RIVET AMBER was a USAF Boeing RC-135E ELINT aircraft. Rivet Amber was a somewhat experimental RC-135 that was highly modified with a large section of the metal fuselage having been replaced with fiberglass to house a large, state-of-the-art seven megawatt phased-array airborne radar.

In 1963 the program was awarded to LTV Greenville that at the time was the most extensive structural modification ever performed on a large aircraft. This program, known by code names Lisa Ann and Rivet Amber, involved the installation of a large radar in a C-135B to fly reconnaissance missions against certain foreign re-entry/anti-ballistic missile range operations. The 37- month, $35 million program could track an object the size of a soccer ball from a range of 300 nautical miles. Despite the installation of a specially fabricated 12x20 foot laminated fiberglass radome panel on the fuselage of the aircraft, it had no flight restrictions on the aircraft other than those of the original aircraft. Lisa Ann/Rivet Amber worked in the field and even cycled back through Greenville for maintenance in 1966.

Eielson was home to the 6th Strategic Reconnaissance Wing, as well as the host unit, the 5010th Combat Support Group. The Strategic Air Command had aircrews and maintainers stationed at Eielson to work with planes that rotated through here from bases in the Lower 48. A very big part of their mission involved flying along the east coast of the former Soviet Union along the Kamchatka Peninsula in RC-135 aircraft. The planes that flew this route staged out of Shemya Island on a two-week rotation, since it was closer to the destination.

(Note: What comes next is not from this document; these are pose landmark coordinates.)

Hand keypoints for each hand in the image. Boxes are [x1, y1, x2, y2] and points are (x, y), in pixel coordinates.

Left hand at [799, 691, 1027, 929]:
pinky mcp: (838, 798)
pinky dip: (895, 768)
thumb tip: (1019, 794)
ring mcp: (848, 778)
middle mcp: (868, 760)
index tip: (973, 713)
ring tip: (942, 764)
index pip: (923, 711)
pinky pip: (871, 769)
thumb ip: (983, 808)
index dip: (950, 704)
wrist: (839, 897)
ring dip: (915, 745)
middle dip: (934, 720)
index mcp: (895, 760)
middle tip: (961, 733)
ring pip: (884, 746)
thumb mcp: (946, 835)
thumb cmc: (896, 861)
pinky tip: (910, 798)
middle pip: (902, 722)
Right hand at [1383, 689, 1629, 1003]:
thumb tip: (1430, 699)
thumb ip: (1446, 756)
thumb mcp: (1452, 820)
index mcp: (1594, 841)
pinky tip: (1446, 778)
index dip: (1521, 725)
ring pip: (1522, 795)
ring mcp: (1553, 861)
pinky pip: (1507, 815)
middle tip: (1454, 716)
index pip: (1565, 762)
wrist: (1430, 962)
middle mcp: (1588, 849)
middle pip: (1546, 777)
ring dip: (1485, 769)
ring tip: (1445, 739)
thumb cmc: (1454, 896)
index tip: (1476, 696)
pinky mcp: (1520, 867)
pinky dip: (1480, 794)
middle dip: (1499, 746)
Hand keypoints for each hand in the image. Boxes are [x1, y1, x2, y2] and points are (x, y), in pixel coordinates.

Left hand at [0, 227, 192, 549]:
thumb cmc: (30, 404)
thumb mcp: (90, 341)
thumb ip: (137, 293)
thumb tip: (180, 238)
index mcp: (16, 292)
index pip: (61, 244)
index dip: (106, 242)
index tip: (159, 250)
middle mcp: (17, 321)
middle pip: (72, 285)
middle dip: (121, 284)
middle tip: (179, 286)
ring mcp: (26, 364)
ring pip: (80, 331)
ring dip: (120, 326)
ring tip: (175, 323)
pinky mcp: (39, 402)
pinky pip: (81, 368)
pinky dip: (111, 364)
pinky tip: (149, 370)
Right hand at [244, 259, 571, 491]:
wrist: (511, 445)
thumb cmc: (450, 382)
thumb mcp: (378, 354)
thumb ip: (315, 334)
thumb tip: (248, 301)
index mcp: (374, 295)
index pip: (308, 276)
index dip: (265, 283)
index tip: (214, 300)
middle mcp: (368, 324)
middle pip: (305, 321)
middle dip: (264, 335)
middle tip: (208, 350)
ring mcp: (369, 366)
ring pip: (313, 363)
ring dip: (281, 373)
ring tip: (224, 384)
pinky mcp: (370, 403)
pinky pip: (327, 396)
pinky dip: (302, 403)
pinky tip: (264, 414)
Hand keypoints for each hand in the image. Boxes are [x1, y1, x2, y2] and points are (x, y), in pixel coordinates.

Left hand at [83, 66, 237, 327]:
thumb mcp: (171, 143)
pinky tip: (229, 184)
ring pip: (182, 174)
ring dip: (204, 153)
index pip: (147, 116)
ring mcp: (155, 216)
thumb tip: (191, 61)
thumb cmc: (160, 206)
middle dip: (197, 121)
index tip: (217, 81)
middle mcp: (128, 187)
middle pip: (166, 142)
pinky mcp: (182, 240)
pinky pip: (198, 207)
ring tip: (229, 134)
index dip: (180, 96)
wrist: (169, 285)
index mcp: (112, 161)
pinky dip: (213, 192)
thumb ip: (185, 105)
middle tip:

On 05 June 1969 the Rivet Amber assigned to Eielson AFB crashed in the Bering Sea minutes after leaving Shemya Air Force Base. About 20 minutes into the flight, the crew radioed they were experiencing severe vibrations and that they were going on individual oxygen. Shortly afterwards, the plane disappeared off radar. A massive search began almost instantly, involving eleven aircraft and two Coast Guard cutters. Searchers combed the area several times before calling off the search 11 days later. During the search, no one found any debris confirmed to be from the lost plane. It seemed to just vanish ... no trace of the plane or any of its crew was ever found. In honor of the sacrifice the crew made for their country, a memorial was placed at Amber Hall's front entrance listing the names of the 19 members of River Amber's final crew.